Transformatory Microlamp

: ndz, 29 stycznia 2006, 16:43
autor: KaW
Uwazam ze ta tasma miedziana ,zainstalowana na tr. gl.
sluzy do eliminowania wplywu obcych pol magnetycznych ,bedacych
w otoczeniu tego transformatora. W sumie jest zelaz /DLAWIK/ ZE ZWOJEM KROTKO ZWARTYM. Prawdopodobnie ulokowanie zwoju z
miedzi dookola kolumn /symetryczne / moze faktycznie ekranowac
trafo. od wplywu zewnetrznych pol.

Ekrany elektrostatyczne w dowolnym sprzecie maja te zalete, ze
stosujacy je projektant uzyskuje pewnosc . ze sam kreuje pojemnosci

uzwojen do tego ekranu.Eliminuje -sam- mozliwe zrodla sprzezen.
I tak- we wszystkich transformatorach
pomiarowych -ekrany elektrostatyczne, pozwalaja uzyskac komfort
stabilnosci pomiarowej , niezaleznie od srodowiska w ktorym
sie dokonuje pomiarow.
A obecne srodowisko wokol nas - jest strasznie zasmiecone-w powietrzu-
i w sieci 230 V./zaklocenia elektroenergetyczne w pasmie az do 30 MHz/.

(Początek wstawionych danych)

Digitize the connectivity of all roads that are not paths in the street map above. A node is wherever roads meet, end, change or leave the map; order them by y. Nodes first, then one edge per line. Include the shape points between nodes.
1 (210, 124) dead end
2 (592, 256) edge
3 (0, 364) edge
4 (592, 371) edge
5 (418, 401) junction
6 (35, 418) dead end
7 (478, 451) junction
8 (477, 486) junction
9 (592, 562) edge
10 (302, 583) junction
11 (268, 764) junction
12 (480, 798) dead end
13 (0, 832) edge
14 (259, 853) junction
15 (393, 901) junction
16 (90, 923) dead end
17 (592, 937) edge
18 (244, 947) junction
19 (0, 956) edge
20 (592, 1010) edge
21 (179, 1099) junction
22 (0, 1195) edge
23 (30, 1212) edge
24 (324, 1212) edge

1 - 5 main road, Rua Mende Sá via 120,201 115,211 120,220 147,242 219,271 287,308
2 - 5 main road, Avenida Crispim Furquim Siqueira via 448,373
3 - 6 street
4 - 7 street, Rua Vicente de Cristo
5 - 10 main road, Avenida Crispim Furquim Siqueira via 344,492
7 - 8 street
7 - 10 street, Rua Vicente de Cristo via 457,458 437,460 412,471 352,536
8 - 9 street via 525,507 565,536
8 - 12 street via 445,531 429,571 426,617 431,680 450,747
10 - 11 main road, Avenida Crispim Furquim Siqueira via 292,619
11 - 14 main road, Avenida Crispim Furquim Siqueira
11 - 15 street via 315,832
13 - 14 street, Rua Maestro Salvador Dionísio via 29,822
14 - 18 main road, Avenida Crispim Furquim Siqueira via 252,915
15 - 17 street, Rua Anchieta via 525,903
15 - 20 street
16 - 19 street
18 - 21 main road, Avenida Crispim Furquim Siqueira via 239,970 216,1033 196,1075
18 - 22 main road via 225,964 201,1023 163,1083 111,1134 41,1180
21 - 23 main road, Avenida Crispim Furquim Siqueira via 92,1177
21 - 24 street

: ndz, 29 stycznia 2006, 19:24
autor: Piotr
pomijając kwestie spornej folii powiem, że widziałem te transformatory i poza niezbyt wygodnymi powiązanymi kablami nie ma się czego czepiać. gdyby była listwa do lutowania, byłoby znacznie wygodniej.
w każdym razie do póki te transformatory kosztowały 200zł nie interesowały mnie specjalnie, ale teraz widziałem je po 120, a to moim zdaniem bardzo uczciwa propozyja.

: śr, 17 maja 2006, 18:35
autor: tszeszczy
No...Teraz już rozumiem o co chodzi.

: ndz, 18 czerwca 2006, 02:21
autor: rdtin
Witam!

Odwiedzam to forum bardzo często, ale widząc wielu ludzi, którzy reprezentują poziom wiedzy o wiele większy od mojego, nie wypowiadałem się.

Co do miedzianego "ekranu" (szukałem właśnie na google czegoś o microlamp'ie) Mam okazję często widywać transformatory głośnikowe które pochodzą z fabrycznych wzmacniaczy gitarowych, takich jak Fender, Mesa Boogie, itp. W wielu z nich faktycznie da się zauważyć miedziany "ekran" owinięty wokół całego transformatora i najczęściej dodatkowo "przytrzaśniety" od strony uzwojeń blaszanymi pokrywkami.
Coś więc w tym musi być, skoro poważne firmy sotsują to w swoim sprzęcie, a napewno nie robią tego po to, aby się tym chwalić jak wiele "audiofilskich" firm, które tworzą "nową fizykę".